Hi, I am currently trying to install a car radio.
The old car radio worked so I know the car is wired correctly.
And I rewired the wire harness correctly, black to black, red to red, mustard yellow to mustard yellow, then all the speaker wires.
I went to plug it in to make sure it worked. And it wouldnt power on.
So I rewired the old radio to make sure it wasnt a defective radio. And this wasnt the case.
Come to find out the lines that carry the voltage from the battery to the radio just arent doing that. ANy idea what it could be. I changed the fuse, and the new fuse looks to be good and I even test it with an ohm meter, I just have no idea what it could be now.

Car:
1999 Pontiac Grand Am Sp2 

If you believe it is the fuse box on the drivers side,(where the door relays, oil reset and ACC fuses are) then do you know the model number for that? And what place would sell this item? 
I am hoping it is something I can fix without buying something else, cause this is starting to cost too much money.
But anyway thanks for any help you can give.
Kaiser


----------



## jaggerwild (May 21, 2007)

DId you check the wire for voltage, if so does it have any? Did you check the fuse box under the hood? Some radios have two fuses on them. Did you plug the antenna into the new radio for a proper ground?


----------



## KaiserDragon (Dec 15, 2007)

I dont believe the line itself is receiving voltage.
However, I found my old volt/ohm meter so I will have to check it out sunday.
I know the ACC fuse was busted, but I replaced that already.
Dunno if the car has another fuse that affects the radio or not, but I will check that sunday too. 
Thanks for the advise thus far.
Sorry I cant use it yet, school work/ work has to come first before this project.


----------



## KaiserDragon (Dec 15, 2007)

Well come to find out it was another fuse that was out, the first one was fine, but the other radio fuse went out.
I missed it because the ACC fuse is on the drivers side and the radio fuse is on the passenger side. Maybe the 2 touched somehow or another. 
Ah well, it is a ok now 
Now to set the time and presets
Then install 2 new front door speakers tmrw.

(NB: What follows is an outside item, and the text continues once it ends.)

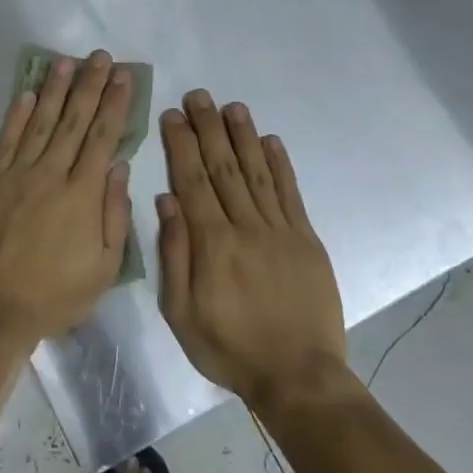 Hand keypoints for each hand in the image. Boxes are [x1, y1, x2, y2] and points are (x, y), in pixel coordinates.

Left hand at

Thanks for the suggestions,


----------



## KaiserDragon (Dec 15, 2007)

*(FIXED) Car Radio isn't receiving voltage*



KaiserDragon said:


> Hi, I am currently trying to install a car radio.
> The old car radio worked so I know the car is wired correctly.
> And I rewired the wire harness correctly, black to black, red to red, mustard yellow to mustard yellow, then all the speaker wires.
> I went to plug it in to make sure it worked. And it wouldnt power on.
> ...


----------



## jaggerwild (May 21, 2007)

Glade its fixed,
most times it is the simplest of things that make it look so hard..........


----------